Savez-vous qu'en Centrafrique, le métier de journaliste n’existe pas, donc pas de carte de presse. n'importe qui avec un peu d'argent peut se lever un matin, et s'improviser journaliste, et sans formation préalable, et c’est ce qui se passe. Mieux, il n'existe pas d'agence de presse, qu'est-que c'est ? Une agence de presse, c'est l'AFP ou REUTERS, qui vend des informations aux journaux, reçues par téléscripteurs. Par exemple, en France, E. Macron prend l'avion pour aller aux USA. Alors l'AFP envoie un journaliste faire un reportage, qui sera vendu tel quel (si possible), ou remanié par les journaux qui achètent cette information.

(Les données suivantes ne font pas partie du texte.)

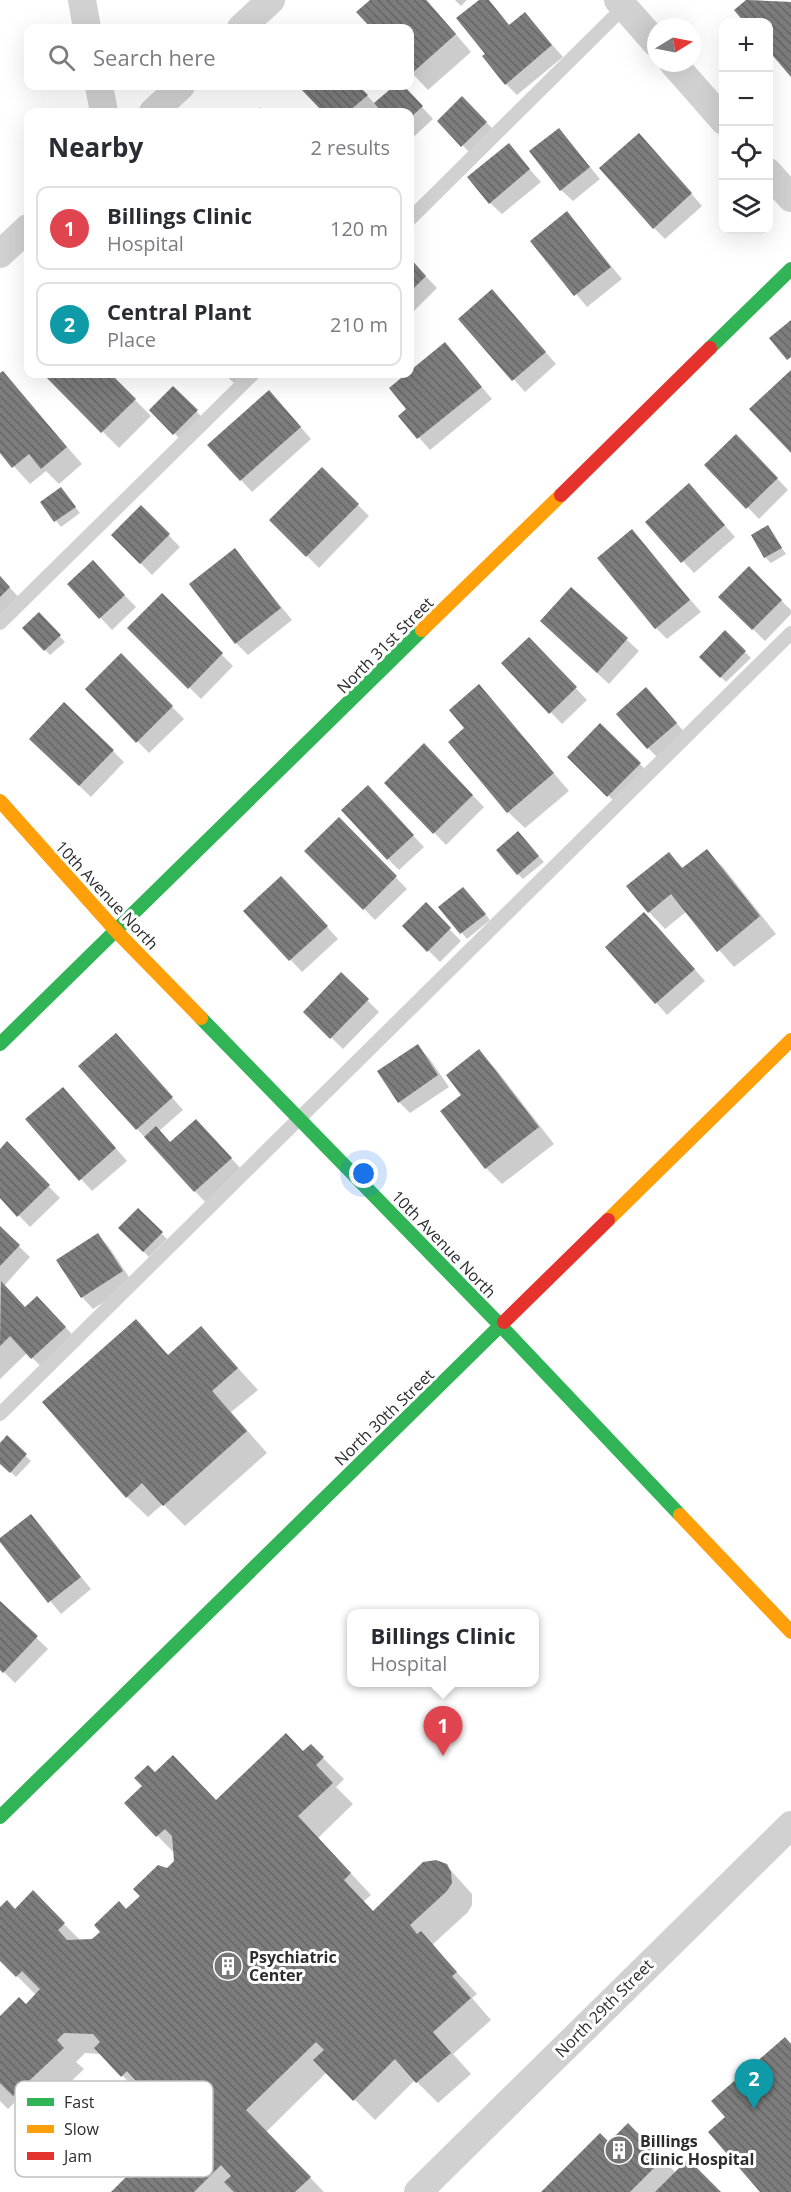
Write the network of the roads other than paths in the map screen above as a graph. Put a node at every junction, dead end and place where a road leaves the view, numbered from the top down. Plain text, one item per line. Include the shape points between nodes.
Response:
1 (82, 0) edge
2 (271, 0) edge
3 (624, 2) edge
4 (86, 24) edge
5 (245, 24) edge
6 (647, 31) edge
7 (681, 72) edge
8 (100, 90) edge
9 (177, 90) edge
10 (103, 108) edge
11 (157, 108) edge
12 (719, 115) edge
13 (773, 178) edge
14 (791, 198) edge
15 (414, 215) edge
16 (24, 232) edge
17 (0, 254) edge
18 (791, 268) edge
19 (249, 378) edge
20 (0, 623) edge
21 (791, 633) edge
22 (0, 801) edge
23 (117, 932) junction
24 (791, 1040) edge
25 (0, 1044) edge
26 (299, 1119) junction
27 (501, 1326) junction
28 (0, 1414) edge
29 (791, 1632) edge
30 (0, 1817) edge
31 (791, 1825) edge
32 (418, 2192) edge

1 - 4 street
2 - 5 street
3 - 6 street
3 - 15 lane
7 - 12 street
8 - 10 street
9 - 11 street
13 - 14 street
16 - 17 street
18 - 23 street, North 31st Street
19 - 20 lane
21 - 26 lane
22 - 23 street, 10th Avenue North
23 - 25 street, North 31st Street
23 - 26 street, 10th Avenue North
24 - 27 street, North 30th Street
26 - 27 street, 10th Avenue North
26 - 28 lane
27 - 29 street, 10th Avenue North
27 - 30 street, North 30th Street
31 - 32 street, North 29th Street

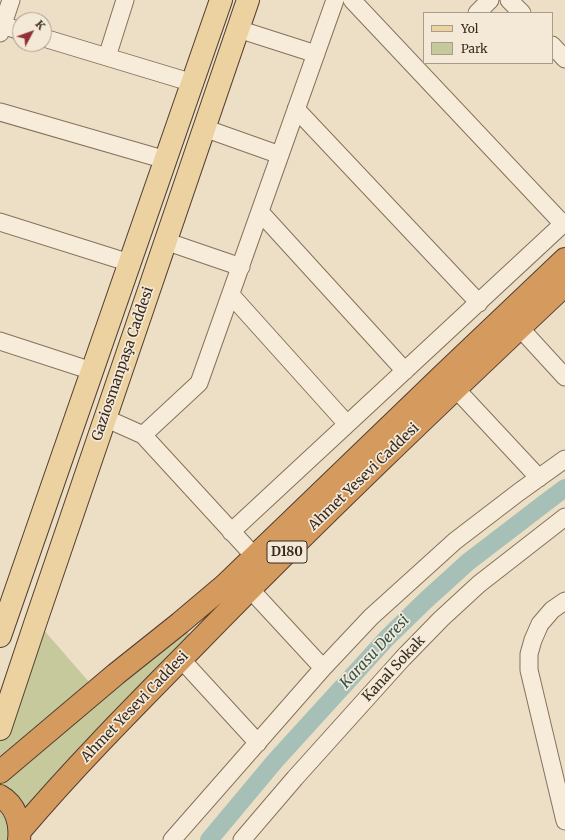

Quant aux journaux papier, ils sont circonscris à Bangui seulement, et s’ils atteignent 300 exemplaires vendus/jour, c'est bien là le bout du monde. Pour les journaux en ligne, c'est vite vu, c'est gratuit. Alors, sachant qu'il n'y a pas de tissu industriel dans le pays, c'est quoi le modèle économique ? On se débrouille dit-on, et quand bon nombre font de la propagande de Touadéra à quasi chaque article, en lui donnant du "Mr le professeur" ou "son excellence", on se doute d'où vient le financement, sachant qu'en RCA, il n'y a pas d'aide étatique aux journaux. Bref, la presse en Centrafrique navigue entre soumission au pouvoir et improvisation, et comme disait un collègue de l'AFP "Ils savent trouver l'information, mais ils ne savent pas l'exploiter."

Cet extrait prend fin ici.